Authentic Homemade Sushi
Classic sushi rolls with fresh fish, rice, and vegetables, perfect for a light and delicious meal.
30 mins
Prep Time
20 mins
Cook Time
4
Servings
Ingredients
- 2 cups sushi rice
- 2 1/4 cups water
- 1/4 cup rice vinegar
- 2 tbsp sugar
- 1 tsp salt
- 4 sheets nori (seaweed)
- 200g fresh sushi-grade salmon or tuna
- 1 avocado, sliced
- 1 cucumber, julienned
- Soy sauce, for serving
- Wasabi, for serving
- Pickled ginger, for serving
Nutrition Facts
Instructions
Rinse the sushi rice under cold water until the water runs clear. Cook the rice with water in a rice cooker or pot until tender.
In a small saucepan, heat rice vinegar, sugar, and salt until dissolved. Gently fold this mixture into the cooked rice and let it cool to room temperature.
Place a bamboo sushi mat on a clean surface and cover it with plastic wrap. Lay a sheet of nori on top, shiny side down.

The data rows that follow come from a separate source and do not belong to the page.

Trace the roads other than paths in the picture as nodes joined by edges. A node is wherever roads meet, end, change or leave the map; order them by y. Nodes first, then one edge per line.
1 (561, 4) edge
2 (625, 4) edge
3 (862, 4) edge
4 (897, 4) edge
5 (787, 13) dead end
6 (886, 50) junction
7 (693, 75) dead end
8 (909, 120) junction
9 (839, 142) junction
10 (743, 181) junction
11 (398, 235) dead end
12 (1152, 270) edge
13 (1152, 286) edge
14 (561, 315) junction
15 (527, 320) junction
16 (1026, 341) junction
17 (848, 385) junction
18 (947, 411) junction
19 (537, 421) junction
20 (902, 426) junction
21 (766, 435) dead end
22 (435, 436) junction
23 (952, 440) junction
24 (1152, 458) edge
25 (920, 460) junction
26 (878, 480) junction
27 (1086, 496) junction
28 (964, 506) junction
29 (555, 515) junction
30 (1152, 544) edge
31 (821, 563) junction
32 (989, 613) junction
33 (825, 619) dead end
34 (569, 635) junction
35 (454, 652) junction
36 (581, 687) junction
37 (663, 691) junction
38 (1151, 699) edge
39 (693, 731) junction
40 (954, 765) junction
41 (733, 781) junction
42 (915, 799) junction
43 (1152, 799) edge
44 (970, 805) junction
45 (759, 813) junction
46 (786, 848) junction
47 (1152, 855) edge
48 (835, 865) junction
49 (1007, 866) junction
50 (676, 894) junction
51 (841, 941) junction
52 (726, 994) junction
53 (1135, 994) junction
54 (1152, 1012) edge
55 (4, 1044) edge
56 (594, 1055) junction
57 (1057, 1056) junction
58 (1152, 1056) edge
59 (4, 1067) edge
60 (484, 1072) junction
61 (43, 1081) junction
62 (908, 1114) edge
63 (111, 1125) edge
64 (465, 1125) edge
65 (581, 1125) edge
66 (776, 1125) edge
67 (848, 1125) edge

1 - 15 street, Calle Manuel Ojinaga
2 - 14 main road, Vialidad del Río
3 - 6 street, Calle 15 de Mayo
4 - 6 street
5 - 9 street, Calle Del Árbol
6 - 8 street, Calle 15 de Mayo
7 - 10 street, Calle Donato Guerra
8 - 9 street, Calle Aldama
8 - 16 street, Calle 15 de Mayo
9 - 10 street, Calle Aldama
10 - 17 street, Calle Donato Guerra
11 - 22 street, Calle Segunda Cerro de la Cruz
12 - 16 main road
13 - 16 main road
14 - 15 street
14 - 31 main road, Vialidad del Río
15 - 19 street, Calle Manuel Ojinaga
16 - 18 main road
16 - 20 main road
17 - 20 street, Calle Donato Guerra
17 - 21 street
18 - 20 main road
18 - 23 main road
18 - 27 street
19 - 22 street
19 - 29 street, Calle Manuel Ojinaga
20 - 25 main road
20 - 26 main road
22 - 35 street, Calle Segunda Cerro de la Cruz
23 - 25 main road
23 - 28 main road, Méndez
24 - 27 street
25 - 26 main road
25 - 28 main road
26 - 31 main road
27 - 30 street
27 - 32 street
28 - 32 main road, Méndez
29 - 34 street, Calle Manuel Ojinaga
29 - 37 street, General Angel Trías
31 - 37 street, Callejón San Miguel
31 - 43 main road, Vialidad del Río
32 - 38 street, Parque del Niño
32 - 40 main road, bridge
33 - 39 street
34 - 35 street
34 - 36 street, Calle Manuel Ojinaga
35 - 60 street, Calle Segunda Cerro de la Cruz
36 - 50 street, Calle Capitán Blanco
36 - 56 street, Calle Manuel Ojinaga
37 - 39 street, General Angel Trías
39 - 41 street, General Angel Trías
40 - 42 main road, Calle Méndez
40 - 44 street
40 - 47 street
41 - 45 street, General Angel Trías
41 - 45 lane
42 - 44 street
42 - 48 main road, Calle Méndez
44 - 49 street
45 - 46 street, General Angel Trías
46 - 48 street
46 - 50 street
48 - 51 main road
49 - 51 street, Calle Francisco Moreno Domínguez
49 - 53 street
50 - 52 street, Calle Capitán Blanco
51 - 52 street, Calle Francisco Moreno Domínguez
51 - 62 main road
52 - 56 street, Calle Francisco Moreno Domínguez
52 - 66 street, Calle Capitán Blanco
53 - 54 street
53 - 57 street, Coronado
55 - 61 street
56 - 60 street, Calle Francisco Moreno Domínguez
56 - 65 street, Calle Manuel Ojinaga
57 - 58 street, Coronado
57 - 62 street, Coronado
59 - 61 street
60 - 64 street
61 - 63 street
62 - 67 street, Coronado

Wet your hands and spread a thin layer of rice evenly over the nori, leaving a 1-inch border at the top.
Arrange slices of fish, avocado, and cucumber in a line along the bottom edge of the rice-covered nori.
Roll the sushi tightly using the bamboo mat, applying gentle pressure. Slice into bite-sized pieces with a sharp, wet knife.
Serve with soy sauce, wasabi, and pickled ginger on the side.
Chef's Tips
- Rice Consistency: The rice should be sticky but not mushy. If it’s too dry, sprinkle a little water while mixing.
- Fresh Fish: Always use sushi-grade fish to ensure safety and quality.
- Sharp Knife: Use a very sharp knife to cut the sushi rolls cleanly. Wetting the knife between cuts helps prevent sticking.
- Variations: Try adding crab sticks, tempura shrimp, or cream cheese for different flavors.
- Storage: Sushi is best eaten fresh but can be stored in the fridge for a few hours wrapped in cling film.